• **TASK INSTRUCTIONS**
Transcribe each record below word for word.

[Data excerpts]

---

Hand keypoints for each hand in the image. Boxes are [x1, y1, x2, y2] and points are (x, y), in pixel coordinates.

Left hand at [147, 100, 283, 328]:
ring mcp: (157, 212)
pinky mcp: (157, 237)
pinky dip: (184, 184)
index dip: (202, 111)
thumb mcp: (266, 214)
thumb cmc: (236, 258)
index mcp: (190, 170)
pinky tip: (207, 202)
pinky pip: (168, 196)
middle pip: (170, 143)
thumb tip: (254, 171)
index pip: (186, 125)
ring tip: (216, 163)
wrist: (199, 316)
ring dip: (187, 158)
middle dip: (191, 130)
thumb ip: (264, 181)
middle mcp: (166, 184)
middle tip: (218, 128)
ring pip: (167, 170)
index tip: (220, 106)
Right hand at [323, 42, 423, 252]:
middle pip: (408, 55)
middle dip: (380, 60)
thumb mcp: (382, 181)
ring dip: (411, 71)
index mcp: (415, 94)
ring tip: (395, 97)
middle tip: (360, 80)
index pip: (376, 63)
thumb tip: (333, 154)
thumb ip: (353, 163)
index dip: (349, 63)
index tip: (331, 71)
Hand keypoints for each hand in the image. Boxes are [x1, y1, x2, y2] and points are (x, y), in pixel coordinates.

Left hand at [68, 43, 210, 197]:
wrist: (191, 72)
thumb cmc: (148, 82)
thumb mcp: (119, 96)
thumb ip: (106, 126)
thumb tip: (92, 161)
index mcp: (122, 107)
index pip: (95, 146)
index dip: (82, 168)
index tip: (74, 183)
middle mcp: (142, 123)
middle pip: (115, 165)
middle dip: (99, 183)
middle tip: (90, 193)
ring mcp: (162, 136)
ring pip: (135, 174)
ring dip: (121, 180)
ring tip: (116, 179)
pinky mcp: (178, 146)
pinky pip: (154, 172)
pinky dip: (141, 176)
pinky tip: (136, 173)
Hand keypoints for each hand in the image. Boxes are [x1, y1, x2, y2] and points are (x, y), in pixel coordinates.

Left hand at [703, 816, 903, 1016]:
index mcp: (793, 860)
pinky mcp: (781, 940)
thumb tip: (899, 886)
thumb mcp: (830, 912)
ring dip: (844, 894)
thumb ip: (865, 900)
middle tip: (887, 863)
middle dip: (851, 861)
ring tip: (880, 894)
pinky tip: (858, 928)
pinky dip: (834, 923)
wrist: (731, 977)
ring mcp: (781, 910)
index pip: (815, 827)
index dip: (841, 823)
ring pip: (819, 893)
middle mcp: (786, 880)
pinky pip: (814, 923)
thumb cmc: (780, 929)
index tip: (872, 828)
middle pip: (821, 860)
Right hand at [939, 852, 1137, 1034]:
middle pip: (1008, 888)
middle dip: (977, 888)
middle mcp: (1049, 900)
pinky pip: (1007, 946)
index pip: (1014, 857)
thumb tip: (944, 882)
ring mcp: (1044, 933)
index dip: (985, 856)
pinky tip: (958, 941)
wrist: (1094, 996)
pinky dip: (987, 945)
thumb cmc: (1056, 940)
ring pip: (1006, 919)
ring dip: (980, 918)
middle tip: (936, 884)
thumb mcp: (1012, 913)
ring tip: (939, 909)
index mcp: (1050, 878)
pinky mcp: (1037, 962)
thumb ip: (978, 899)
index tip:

---

• **OUTPUT OF THE EXERCISE**
Hand keypoints for each hand in the image. Boxes are [x1, y1, x2, y2] and points are (x, y), in pixel coordinates.

Left hand at [147, 100, 283, 328]:
ring mcp: (157, 212)
pinky mcp: (157, 237)
pinky dip: (184, 184)
index dip: (202, 111)
thumb mcp: (266, 214)
thumb cmc: (236, 258)
index mcp: (190, 170)
pinky tip: (207, 202)
pinky pip: (168, 196)
middle pip: (170, 143)
thumb tip: (254, 171)
index pip: (186, 125)
ring tip: (216, 163)
wrist: (199, 316)
ring dip: (187, 158)
middle dip: (191, 130)
thumb ip: (264, 181)
middle mcp: (166, 184)
middle tip: (218, 128)
ring pip: (167, 170)
index tip: (220, 106)
Right hand at [323, 42, 423, 252]:
middle pip: (408, 55)
middle dip: (380, 60)
thumb mcp: (382, 181)
ring dip: (411, 71)
index mcp: (415, 94)
ring tip: (395, 97)
middle tip: (360, 80)
index pip: (376, 63)
thumb tip: (333, 154)
thumb ip: (353, 163)
index dip: (349, 63)
index tip: (331, 71)
Hand keypoints for each hand in the image. Boxes are [x1, y1, x2, y2] and points are (x, y), in pixel coordinates.

Left hand at [68, 43, 210, 197]:
wrist: (191, 72)
thumb cmc: (148, 82)
thumb mcp: (119, 96)
thumb ip: (106, 126)
thumb tip: (92, 161)
index mcp: (122, 107)
index pip: (95, 146)
index dip: (82, 168)
index tip: (74, 183)
middle mcp: (142, 123)
middle pip: (115, 165)
middle dip: (99, 183)
middle tip: (90, 193)
ring mcp: (162, 136)
ring pip: (135, 174)
ring dip: (121, 180)
ring tip: (116, 179)
pinky mcp: (178, 146)
pinky pip: (154, 172)
pinky dip: (141, 176)
pinky tip: (136, 173)
Hand keypoints for each hand in the image. Boxes are [x1, y1, x2, y2] and points are (x, y), in pixel coordinates.

Left hand at [703, 816, 903, 1016]:
index mcp: (793, 860)
pinky mcp: (781, 940)
thumb tip: (899, 886)
thumb mcp: (830, 912)
ring dip: (844, 894)
thumb ip: (865, 900)
middle tip: (887, 863)
middle dip: (851, 861)
ring tip: (880, 894)
pinky tip: (858, 928)
pinky dip: (834, 923)
wrist: (731, 977)
ring mcp: (781, 910)
index pip: (815, 827)
index dip: (841, 823)
ring pip: (819, 893)
middle mcp: (786, 880)
pinky pip: (814, 923)
thumb cmc: (780, 929)
index tip: (872, 828)
middle pip: (821, 860)
Right hand at [939, 852, 1137, 1034]:
middle pip: (1008, 888)
middle dip: (977, 888)
middle mcp: (1049, 900)
pinky pip: (1007, 946)
index pip: (1014, 857)
thumb tip: (944, 882)
ring mcp: (1044, 933)
index dip: (985, 856)
pinky tip: (958, 941)
wrist: (1094, 996)
pinky dip: (987, 945)
thumb cmc: (1056, 940)
ring pip: (1006, 919)
ring dip: (980, 918)
middle tip: (936, 884)
thumb mcp: (1012, 913)
ring tip: (939, 909)
index mcp: (1050, 878)
pinky mcp: (1037, 962)
thumb ip: (978, 899)
index tip:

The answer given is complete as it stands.